The question is not whether to course-correct but how to determine when course correction is warranted versus when it is ego-driven. Three signals suggest genuine redirection is needed:
The first is sustained value gap. If the transformation has been running for more than a year and the gap between projected and actual value capture is widening, not narrowing, the strategy may need fundamental rethinking.
The second is market displacement. If the competitive environment has shifted so significantly that the transformation’s original objectives are no longer relevant, continuing on the current path is not stewardship but stubbornness.
The third is systemic resistance. If organizational resistance is structural, rooted in misaligned incentives or impossible operating constraints, rather than transitional, the design itself may need to change.
In any of these cases, the new leader’s job is still to diagnose before acting. Even a justified course correction should be grounded in evidence, communicated with respect for prior effort, and implemented with enough continuity to preserve organizational learning.
The Board’s Role in Breaking the Cycle
Boards bear significant responsibility for this pattern. When they hire a new transformation leader, the implicit or explicit mandate is often “fix this.” That framing predisposes the incoming leader to assume something is broken, even when the more accurate picture is “this is working but needs different leadership to reach the next phase.”
Boards can break the cycle by reframing the mandate. Instead of “fix the transformation,” try “assess the transformation’s health and accelerate what is working.” Instead of evaluating the new leader on how quickly they put their stamp on things, evaluate them on the quality of their diagnostic work and the precision of their interventions.

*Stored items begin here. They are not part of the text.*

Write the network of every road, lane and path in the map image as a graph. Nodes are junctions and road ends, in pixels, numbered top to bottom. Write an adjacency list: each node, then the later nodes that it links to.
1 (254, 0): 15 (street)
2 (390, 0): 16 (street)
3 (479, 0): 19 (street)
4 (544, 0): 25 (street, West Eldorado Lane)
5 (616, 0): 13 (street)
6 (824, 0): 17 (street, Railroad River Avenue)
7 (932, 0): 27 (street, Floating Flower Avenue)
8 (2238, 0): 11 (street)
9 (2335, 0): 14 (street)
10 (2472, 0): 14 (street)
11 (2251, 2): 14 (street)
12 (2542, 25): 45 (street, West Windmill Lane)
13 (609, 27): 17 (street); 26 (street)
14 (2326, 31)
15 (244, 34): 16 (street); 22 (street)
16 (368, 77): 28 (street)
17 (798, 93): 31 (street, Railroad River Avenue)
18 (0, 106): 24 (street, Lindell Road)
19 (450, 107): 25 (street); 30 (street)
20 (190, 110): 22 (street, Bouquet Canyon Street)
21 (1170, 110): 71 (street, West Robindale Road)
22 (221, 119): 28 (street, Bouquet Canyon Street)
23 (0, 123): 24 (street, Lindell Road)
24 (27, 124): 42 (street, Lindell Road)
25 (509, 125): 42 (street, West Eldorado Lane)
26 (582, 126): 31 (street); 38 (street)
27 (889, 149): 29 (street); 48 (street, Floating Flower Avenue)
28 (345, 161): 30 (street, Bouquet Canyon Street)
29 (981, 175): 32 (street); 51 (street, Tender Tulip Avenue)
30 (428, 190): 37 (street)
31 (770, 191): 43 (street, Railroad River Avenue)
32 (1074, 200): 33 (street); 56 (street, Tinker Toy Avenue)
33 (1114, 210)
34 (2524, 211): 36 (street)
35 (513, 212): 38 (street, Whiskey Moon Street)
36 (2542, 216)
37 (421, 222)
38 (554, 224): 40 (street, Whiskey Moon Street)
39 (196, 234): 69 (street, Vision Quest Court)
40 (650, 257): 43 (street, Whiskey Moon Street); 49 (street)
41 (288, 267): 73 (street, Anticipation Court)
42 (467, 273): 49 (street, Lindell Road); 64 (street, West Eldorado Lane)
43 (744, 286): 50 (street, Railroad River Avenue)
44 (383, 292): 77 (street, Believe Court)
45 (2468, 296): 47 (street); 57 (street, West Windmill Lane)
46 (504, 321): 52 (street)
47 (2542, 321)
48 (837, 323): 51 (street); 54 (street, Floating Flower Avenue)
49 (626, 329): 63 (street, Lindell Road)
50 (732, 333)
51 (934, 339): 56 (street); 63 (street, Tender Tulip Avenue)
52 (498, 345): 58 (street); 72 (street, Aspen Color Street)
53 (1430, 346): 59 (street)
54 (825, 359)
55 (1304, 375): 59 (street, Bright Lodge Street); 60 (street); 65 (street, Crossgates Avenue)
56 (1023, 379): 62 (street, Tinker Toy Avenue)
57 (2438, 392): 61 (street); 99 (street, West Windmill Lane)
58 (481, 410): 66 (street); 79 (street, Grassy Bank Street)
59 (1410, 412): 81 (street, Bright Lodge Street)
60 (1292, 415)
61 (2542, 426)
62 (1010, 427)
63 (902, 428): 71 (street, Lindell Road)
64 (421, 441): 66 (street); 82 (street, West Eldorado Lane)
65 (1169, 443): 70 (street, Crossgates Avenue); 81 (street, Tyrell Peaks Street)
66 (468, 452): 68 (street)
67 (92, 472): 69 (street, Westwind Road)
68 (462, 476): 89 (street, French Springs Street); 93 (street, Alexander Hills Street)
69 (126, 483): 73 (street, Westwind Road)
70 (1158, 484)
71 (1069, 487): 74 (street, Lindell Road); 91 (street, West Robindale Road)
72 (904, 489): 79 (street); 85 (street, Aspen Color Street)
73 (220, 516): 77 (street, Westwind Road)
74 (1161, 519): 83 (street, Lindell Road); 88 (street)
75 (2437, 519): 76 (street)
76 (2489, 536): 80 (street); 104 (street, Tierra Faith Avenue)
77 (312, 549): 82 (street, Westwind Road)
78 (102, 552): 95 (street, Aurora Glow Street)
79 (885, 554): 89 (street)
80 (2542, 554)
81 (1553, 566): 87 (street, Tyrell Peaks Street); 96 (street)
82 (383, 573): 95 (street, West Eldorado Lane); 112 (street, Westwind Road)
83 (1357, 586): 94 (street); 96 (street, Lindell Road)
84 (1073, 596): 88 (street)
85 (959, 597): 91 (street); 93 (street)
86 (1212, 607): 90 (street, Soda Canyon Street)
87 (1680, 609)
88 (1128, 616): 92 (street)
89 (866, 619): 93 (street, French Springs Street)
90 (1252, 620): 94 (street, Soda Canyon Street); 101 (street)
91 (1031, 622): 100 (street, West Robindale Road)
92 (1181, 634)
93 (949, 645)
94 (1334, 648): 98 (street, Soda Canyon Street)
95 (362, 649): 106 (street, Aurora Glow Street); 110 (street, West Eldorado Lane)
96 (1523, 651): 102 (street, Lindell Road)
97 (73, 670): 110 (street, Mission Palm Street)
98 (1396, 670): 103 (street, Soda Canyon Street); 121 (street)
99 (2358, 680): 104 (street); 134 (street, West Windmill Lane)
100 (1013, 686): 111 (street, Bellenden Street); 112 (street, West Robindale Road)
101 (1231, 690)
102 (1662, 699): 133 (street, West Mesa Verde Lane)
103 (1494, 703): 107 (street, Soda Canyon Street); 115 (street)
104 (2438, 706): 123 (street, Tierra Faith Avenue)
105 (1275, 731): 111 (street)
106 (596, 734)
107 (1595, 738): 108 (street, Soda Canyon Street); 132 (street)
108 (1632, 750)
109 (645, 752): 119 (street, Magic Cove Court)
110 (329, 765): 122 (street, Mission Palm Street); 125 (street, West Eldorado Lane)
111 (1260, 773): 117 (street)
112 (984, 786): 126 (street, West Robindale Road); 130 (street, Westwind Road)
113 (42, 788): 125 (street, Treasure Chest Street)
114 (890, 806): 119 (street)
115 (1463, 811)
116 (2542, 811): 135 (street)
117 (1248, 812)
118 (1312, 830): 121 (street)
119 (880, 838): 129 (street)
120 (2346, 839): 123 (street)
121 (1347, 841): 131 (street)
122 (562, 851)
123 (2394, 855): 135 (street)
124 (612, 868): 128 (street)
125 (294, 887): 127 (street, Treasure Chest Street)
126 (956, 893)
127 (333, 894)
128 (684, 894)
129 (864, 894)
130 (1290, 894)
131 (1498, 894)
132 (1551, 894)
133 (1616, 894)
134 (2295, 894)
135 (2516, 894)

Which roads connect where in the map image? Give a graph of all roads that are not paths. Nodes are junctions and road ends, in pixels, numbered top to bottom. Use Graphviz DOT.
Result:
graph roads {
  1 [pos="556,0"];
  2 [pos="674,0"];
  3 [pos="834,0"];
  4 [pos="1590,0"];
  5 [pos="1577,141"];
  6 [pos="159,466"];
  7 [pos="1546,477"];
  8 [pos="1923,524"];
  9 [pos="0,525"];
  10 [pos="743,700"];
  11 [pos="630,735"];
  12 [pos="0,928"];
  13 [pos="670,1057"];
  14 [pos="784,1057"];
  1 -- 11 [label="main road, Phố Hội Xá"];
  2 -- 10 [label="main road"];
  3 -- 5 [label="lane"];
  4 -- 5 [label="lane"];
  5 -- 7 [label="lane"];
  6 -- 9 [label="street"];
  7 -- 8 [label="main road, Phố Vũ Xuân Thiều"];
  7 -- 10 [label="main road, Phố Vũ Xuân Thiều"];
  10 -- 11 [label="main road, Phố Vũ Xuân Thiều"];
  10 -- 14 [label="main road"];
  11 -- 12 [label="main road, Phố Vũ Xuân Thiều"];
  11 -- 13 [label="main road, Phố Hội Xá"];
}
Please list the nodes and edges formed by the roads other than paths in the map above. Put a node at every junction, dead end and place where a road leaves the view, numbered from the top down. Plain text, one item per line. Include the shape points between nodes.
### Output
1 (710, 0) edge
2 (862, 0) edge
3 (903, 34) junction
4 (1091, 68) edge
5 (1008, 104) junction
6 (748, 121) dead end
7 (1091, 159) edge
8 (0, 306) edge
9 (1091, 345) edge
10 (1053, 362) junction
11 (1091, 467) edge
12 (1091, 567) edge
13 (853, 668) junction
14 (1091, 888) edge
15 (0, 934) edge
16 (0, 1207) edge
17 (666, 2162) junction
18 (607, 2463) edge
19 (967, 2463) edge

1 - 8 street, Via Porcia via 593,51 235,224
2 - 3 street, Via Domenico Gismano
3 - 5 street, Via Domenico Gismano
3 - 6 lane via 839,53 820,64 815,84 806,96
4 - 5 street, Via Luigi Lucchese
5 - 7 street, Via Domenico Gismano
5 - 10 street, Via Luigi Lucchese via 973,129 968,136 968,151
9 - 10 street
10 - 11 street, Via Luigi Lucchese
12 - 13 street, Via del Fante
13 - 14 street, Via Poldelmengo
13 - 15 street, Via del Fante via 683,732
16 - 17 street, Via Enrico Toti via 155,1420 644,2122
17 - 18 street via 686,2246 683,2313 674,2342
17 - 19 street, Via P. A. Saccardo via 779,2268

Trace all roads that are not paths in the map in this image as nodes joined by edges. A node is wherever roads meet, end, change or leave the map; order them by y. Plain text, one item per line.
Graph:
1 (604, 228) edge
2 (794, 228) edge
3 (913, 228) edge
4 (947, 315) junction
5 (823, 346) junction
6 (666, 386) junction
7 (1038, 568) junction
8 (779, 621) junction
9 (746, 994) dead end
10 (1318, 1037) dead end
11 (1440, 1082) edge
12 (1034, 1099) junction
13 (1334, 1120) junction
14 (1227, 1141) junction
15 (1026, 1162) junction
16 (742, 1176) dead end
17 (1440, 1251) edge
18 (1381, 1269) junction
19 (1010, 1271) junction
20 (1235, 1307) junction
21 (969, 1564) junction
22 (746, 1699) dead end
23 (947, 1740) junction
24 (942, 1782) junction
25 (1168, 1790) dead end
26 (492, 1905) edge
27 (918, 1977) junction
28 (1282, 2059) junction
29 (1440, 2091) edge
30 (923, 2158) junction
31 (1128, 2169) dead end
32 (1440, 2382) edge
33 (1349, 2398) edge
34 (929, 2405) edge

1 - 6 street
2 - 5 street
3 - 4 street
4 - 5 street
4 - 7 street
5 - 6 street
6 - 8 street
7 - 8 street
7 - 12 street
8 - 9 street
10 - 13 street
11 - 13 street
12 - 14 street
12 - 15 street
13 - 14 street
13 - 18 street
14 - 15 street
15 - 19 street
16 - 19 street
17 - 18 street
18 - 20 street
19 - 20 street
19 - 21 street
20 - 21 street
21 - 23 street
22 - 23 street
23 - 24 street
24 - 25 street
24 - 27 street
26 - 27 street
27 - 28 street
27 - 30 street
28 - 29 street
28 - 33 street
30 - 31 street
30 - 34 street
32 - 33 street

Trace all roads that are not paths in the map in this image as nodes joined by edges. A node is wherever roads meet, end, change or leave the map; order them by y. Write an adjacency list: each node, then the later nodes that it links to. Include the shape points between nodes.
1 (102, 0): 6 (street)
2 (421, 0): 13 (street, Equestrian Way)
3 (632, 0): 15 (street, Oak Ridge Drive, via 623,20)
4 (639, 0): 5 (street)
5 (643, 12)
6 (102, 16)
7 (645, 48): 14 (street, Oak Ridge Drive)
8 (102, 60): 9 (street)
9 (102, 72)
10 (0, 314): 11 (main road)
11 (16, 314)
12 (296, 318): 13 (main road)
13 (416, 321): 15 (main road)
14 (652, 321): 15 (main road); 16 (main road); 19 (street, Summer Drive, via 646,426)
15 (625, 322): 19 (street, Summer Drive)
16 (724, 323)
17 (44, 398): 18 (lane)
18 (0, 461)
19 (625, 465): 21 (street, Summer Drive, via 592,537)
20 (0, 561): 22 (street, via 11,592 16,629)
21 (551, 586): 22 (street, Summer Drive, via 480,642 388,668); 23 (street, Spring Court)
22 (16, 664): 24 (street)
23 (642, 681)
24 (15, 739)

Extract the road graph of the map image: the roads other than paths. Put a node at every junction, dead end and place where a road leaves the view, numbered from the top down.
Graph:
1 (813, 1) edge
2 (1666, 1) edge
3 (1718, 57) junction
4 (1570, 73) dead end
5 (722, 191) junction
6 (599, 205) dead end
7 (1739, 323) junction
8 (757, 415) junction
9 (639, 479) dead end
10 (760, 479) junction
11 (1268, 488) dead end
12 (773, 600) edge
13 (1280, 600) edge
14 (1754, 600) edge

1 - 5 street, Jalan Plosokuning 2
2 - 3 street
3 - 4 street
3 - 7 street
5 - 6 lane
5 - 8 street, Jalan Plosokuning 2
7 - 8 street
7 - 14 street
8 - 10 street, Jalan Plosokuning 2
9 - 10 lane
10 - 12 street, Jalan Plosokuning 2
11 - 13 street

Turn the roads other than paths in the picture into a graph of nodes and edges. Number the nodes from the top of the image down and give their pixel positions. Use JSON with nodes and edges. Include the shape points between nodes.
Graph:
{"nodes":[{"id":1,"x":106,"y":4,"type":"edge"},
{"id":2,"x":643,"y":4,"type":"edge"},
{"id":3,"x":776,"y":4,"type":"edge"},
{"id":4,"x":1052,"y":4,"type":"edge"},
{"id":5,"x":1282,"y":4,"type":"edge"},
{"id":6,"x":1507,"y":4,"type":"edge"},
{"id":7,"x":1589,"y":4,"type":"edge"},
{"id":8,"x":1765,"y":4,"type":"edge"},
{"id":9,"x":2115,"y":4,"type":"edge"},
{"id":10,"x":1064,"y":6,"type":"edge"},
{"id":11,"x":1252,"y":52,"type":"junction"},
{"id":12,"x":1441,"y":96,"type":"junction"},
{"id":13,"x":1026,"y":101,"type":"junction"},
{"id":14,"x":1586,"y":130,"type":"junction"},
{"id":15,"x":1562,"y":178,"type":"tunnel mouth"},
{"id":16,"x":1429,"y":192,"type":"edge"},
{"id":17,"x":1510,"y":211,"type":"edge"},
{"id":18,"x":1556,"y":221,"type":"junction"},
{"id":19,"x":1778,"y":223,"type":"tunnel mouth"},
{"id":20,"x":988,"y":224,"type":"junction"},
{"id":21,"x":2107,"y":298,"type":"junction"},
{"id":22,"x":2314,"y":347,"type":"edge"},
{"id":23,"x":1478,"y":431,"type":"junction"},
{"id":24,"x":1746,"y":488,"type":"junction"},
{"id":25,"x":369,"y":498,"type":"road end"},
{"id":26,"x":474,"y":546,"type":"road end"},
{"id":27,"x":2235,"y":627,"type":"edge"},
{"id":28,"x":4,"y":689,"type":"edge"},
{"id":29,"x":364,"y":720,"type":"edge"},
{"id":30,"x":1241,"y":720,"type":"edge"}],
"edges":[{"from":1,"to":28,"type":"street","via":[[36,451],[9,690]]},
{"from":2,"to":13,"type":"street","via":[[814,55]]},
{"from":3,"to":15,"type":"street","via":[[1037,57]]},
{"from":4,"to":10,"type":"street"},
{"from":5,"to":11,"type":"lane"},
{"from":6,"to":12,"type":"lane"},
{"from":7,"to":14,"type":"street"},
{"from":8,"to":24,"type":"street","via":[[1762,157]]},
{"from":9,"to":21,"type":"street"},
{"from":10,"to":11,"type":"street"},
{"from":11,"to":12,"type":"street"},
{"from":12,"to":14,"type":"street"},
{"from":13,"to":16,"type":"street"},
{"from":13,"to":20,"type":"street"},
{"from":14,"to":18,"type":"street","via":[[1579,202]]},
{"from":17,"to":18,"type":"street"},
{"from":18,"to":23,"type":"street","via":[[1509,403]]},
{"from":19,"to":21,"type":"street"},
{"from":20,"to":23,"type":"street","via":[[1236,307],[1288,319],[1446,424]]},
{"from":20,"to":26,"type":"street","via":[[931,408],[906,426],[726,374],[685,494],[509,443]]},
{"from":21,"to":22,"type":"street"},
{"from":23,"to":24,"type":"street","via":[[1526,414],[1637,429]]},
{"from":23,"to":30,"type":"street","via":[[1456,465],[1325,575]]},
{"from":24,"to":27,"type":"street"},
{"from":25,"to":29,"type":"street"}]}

This shift requires boards to value organizational continuity as a strategic asset, not a sign of complacency. The organizations that transform most successfully are not the ones that restart every time leadership changes. They are the ones that build transformation capability that transcends any individual leader.
The Discipline That Compounds
The 90-day trap is ultimately a story about discipline. The discipline to resist the pressure to perform before you understand. The discipline to honor what came before you, even when it would be easier to start fresh. The discipline to make surgical, evidence-based changes when wholesale reinvention would feel more satisfying.
That discipline is rare. It requires a kind of confidence that does not need constant external validation, the confidence to say, “The best thing I can do for this organization right now is not to change everything but to change the right things.”
For boards, the question is whether they are selecting and supporting leaders who have that discipline. For incoming executives, the question is whether you can resist the seductive narrative of the fresh start long enough to understand what you have actually inherited.
The organizations that get this right do not just protect individual transformations. They build a culture where leadership transitions strengthen strategic continuity rather than disrupting it. And in a business environment where the average tenure of a C-suite executive continues to shrink, that capability is not a nice-to-have. It is a competitive necessity.